From the C Standard (7.21.6.2 The fscanf function)
d Matches an optionally signed decimal integer, whose format is the
same as expected for the subject sequence of the strtol function with
the value 10 for the base argument. The corresponding argument shall
be a pointer to signed integer.i Matches an optionally signed integer, whose format is the same as
expected for the subject sequence of the strtol function with the
value 0 for the base argument. The corresponding argument shall be a
pointer to signed integer.
And (7.22.1.4 The strtol, strtoll, strtoul, and strtoull functions)

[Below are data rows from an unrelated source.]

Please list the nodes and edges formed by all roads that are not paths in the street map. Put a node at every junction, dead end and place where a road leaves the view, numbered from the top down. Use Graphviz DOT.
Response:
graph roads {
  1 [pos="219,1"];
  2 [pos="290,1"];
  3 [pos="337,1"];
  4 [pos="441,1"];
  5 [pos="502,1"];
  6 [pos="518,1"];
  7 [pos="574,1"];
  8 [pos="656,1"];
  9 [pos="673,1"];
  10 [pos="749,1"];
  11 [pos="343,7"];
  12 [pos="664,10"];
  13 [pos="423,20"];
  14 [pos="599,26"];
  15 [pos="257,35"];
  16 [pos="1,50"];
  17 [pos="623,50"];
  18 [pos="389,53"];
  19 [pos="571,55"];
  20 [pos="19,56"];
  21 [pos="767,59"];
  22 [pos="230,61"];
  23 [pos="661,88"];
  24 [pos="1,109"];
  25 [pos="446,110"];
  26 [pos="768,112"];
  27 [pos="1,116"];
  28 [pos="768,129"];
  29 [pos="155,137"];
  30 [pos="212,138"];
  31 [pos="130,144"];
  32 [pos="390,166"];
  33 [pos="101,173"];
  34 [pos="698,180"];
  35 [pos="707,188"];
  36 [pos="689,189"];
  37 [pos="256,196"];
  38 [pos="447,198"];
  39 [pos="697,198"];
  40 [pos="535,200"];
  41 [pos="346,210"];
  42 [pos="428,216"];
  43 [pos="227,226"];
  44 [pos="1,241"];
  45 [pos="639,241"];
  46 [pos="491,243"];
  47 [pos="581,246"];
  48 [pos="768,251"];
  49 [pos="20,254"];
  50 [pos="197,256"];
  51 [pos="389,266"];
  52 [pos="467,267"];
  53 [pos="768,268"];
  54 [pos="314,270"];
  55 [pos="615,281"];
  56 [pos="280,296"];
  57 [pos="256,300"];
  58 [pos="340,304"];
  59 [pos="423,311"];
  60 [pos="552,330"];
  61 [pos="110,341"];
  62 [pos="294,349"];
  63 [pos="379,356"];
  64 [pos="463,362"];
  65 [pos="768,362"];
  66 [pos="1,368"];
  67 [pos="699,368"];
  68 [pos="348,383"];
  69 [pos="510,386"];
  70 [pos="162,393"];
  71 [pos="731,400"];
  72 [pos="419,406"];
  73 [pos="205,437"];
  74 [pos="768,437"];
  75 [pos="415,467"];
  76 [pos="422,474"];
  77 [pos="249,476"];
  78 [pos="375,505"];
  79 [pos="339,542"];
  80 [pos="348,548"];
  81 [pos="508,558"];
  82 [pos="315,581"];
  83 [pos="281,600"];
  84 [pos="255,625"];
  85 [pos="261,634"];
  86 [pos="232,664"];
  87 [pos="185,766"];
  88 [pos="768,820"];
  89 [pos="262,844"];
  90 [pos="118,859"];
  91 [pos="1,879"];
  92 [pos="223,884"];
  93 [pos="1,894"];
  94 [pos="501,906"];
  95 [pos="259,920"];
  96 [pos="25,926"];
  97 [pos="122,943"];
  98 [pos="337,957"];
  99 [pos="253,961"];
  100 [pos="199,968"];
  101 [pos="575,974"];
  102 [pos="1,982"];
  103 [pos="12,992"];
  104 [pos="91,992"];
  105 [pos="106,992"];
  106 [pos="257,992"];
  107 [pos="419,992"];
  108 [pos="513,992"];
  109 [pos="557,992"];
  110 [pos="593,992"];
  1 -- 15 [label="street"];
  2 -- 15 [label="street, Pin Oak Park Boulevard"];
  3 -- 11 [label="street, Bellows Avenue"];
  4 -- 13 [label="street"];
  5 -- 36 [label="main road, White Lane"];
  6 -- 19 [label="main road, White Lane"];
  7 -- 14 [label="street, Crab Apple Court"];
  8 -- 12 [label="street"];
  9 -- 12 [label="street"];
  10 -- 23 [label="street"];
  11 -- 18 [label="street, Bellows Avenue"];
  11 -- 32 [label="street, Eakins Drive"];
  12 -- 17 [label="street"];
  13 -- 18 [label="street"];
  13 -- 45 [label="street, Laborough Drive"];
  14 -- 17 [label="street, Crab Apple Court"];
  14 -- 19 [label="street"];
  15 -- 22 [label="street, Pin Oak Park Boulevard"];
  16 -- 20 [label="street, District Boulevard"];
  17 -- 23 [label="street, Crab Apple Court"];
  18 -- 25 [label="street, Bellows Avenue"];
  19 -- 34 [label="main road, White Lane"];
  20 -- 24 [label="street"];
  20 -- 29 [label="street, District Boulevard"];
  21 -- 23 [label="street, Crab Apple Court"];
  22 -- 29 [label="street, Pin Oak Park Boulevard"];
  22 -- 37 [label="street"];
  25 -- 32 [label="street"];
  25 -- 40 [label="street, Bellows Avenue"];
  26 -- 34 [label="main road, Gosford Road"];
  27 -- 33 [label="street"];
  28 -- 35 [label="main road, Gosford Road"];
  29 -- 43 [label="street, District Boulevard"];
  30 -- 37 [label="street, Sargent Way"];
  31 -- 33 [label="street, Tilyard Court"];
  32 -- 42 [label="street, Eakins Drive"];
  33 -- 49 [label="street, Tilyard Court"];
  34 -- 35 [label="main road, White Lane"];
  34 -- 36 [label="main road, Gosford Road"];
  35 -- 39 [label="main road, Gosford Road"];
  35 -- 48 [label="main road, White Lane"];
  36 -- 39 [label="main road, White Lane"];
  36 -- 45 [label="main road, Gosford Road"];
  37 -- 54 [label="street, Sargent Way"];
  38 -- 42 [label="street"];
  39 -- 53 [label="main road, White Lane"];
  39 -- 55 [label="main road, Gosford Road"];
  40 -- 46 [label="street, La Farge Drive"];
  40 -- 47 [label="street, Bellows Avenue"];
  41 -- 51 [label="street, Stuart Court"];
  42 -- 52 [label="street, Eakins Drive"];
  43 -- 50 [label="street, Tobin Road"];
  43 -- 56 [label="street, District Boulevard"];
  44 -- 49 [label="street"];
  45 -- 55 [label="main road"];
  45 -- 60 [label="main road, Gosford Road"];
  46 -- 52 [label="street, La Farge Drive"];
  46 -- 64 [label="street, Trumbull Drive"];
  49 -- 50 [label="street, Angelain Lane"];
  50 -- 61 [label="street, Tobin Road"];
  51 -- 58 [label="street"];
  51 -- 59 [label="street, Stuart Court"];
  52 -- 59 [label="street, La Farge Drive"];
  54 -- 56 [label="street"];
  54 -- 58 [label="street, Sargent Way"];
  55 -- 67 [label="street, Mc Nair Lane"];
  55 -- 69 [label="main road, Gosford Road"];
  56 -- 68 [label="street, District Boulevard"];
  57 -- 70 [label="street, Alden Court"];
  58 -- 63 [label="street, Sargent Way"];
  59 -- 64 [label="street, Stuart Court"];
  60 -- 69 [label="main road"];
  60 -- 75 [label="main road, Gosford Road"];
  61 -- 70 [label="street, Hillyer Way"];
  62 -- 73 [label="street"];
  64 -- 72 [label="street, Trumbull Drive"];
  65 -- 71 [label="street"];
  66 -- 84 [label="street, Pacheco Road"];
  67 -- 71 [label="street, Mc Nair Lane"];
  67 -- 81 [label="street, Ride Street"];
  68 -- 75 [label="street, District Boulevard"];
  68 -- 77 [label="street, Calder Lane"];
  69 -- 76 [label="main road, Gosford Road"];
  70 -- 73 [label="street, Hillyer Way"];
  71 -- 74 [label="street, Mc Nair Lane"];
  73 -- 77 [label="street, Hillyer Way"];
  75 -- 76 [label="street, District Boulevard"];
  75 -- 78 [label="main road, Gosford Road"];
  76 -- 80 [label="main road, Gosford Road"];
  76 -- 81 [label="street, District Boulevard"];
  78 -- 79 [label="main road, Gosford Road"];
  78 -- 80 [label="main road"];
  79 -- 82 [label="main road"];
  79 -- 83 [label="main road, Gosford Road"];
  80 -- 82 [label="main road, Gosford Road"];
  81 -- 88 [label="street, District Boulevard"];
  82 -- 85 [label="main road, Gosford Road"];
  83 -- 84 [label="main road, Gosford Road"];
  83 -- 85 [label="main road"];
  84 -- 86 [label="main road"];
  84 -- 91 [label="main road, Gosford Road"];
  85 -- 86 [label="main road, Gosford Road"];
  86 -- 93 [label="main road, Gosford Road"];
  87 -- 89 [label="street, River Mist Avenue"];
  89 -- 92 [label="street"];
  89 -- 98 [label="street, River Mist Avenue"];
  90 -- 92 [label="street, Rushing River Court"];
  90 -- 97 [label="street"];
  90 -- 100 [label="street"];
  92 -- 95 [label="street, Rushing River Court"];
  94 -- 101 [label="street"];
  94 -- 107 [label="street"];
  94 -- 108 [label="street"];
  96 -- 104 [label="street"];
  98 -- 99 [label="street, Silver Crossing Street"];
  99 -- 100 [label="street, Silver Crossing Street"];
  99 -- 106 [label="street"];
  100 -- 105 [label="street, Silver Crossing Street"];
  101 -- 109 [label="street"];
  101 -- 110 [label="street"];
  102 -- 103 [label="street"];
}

3 If the value of base is zero, the expected form of the subject
sequence is that of an integer constant as described in 6.4.4.1,
optionally preceded by a plus or minus sign, but not including an
integer suffix.
And at last (6.4.4.1 Integer constants)
integer-constant:
decimal-constant integer-suffixopt
octal-constant integer-suffixopt
hexadecimal-constant integer-suffixopt